I think of freedom in positive, aspirational terms — as in FDR’s “Four freedoms,” or in the uplifting songs of freedom sung by oppressed people everywhere.

But right-wing ideologues have fabricated a negative notion of “freedoms” derived from their twisted concept of individual choice. You’re “free” to be poor, politically powerless, or ill and uncared for, they say — it’s all a matter of decisions you freely make, and our government has no business interfering with your free will.

This is what passes as a philosophical framework guiding today’s Republican congressional leaders.

For example, they say their plan to eliminate health coverage for millions of Americans and cut such essential benefits as maternity care for millions more is just a matter of good ol’ free-market consumerism.

As explained by Jason Chaffetz, a Utah Tea Party Republican: “Americans have choices.
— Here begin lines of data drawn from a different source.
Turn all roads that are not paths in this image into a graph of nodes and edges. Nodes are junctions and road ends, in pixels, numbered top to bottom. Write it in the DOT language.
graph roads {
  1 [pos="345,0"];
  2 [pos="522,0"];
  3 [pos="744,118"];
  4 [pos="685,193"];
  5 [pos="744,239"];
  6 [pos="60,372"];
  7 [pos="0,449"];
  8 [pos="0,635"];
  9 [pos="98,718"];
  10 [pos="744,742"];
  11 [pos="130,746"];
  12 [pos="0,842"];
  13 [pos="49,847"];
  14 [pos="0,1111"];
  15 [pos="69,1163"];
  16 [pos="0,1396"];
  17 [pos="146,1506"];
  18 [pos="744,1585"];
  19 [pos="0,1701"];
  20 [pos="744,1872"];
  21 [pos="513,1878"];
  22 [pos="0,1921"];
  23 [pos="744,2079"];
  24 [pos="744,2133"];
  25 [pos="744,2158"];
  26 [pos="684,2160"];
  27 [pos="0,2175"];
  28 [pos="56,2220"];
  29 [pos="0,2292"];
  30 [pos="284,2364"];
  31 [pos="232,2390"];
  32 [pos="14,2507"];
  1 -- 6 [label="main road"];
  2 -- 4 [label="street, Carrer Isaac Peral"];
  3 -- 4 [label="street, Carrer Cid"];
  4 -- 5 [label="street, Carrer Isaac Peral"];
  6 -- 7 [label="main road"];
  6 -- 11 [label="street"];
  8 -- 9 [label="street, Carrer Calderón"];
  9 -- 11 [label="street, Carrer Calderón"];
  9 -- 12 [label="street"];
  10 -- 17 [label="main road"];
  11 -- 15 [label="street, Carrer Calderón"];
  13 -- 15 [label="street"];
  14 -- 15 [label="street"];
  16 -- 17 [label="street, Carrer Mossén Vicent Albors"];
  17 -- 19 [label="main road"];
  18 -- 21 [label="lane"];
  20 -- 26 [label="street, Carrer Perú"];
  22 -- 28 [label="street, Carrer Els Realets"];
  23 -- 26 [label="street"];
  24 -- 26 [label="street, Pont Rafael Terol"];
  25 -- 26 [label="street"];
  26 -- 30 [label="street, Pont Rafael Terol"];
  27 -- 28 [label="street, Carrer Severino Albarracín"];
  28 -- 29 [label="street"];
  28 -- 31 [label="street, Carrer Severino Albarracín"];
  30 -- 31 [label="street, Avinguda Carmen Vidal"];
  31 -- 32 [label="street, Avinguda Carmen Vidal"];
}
And so maybe, rather than getting that new iPhone that they just love and they want to go spend hundreds of dollars on that, maybe they should invest in their own health care.”

Lest you think that Chaffetz must simply be an oddball jerk, here’s a similar deep insight from the top House Republican, Speaker Paul Ryan: “Freedom is the ability to buy what you want to fit what you need.”

Yes, apparently, you’re as free as you can afford to be. As Vice President Mike Pence recently barked at us, Trumpcare’s you’re-on-your-own philosophy is all about “bringing freedom and individual responsibility back to American health care.”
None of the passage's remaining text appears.